Work request: Print every record exactly, omitting none.

• • •

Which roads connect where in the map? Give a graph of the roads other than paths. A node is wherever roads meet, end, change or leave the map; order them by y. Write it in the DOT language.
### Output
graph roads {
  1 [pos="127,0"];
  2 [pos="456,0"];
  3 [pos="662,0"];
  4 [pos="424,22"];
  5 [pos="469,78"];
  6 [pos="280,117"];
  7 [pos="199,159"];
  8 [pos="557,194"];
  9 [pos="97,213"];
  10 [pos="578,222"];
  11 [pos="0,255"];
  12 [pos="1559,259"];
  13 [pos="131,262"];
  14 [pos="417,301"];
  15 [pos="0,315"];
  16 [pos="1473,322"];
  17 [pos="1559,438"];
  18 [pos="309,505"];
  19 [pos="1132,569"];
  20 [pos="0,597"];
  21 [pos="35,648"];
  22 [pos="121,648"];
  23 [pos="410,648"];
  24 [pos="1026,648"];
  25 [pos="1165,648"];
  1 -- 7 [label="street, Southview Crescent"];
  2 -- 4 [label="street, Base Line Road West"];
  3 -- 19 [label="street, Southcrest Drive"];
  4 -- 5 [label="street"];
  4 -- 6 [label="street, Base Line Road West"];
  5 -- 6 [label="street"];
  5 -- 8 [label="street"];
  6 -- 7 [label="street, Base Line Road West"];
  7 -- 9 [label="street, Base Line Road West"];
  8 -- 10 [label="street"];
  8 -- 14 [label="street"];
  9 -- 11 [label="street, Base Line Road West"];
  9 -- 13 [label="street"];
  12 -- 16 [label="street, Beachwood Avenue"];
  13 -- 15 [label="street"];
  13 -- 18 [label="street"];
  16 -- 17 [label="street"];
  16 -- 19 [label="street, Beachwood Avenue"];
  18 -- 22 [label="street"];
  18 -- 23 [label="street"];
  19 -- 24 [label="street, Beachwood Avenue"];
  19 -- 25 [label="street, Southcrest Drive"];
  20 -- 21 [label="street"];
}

• • •

Exercise result:
Which roads connect where in the map? Give a graph of the roads other than paths. A node is wherever roads meet, end, change or leave the map; order them by y. Write it in the DOT language.
### Output
graph roads {
  1 [pos="127,0"];
  2 [pos="456,0"];
  3 [pos="662,0"];
  4 [pos="424,22"];
  5 [pos="469,78"];
  6 [pos="280,117"];
  7 [pos="199,159"];
  8 [pos="557,194"];
  9 [pos="97,213"];
  10 [pos="578,222"];
  11 [pos="0,255"];
  12 [pos="1559,259"];
  13 [pos="131,262"];
  14 [pos="417,301"];
  15 [pos="0,315"];
  16 [pos="1473,322"];
  17 [pos="1559,438"];
  18 [pos="309,505"];
  19 [pos="1132,569"];
  20 [pos="0,597"];
  21 [pos="35,648"];
  22 [pos="121,648"];
  23 [pos="410,648"];
  24 [pos="1026,648"];
  25 [pos="1165,648"];
  1 -- 7 [label="street, Southview Crescent"];
  2 -- 4 [label="street, Base Line Road West"];
  3 -- 19 [label="street, Southcrest Drive"];
  4 -- 5 [label="street"];
  4 -- 6 [label="street, Base Line Road West"];
  5 -- 6 [label="street"];
  5 -- 8 [label="street"];
  6 -- 7 [label="street, Base Line Road West"];
  7 -- 9 [label="street, Base Line Road West"];
  8 -- 10 [label="street"];
  8 -- 14 [label="street"];
  9 -- 11 [label="street, Base Line Road West"];
  9 -- 13 [label="street"];
  12 -- 16 [label="street, Beachwood Avenue"];
  13 -- 15 [label="street"];
  13 -- 18 [label="street"];
  16 -- 17 [label="street"];
  16 -- 19 [label="street, Beachwood Avenue"];
  18 -- 22 [label="street"];
  18 -- 23 [label="street"];
  19 -- 24 [label="street, Beachwood Avenue"];
  19 -- 25 [label="street, Southcrest Drive"];
  20 -- 21 [label="street"];
}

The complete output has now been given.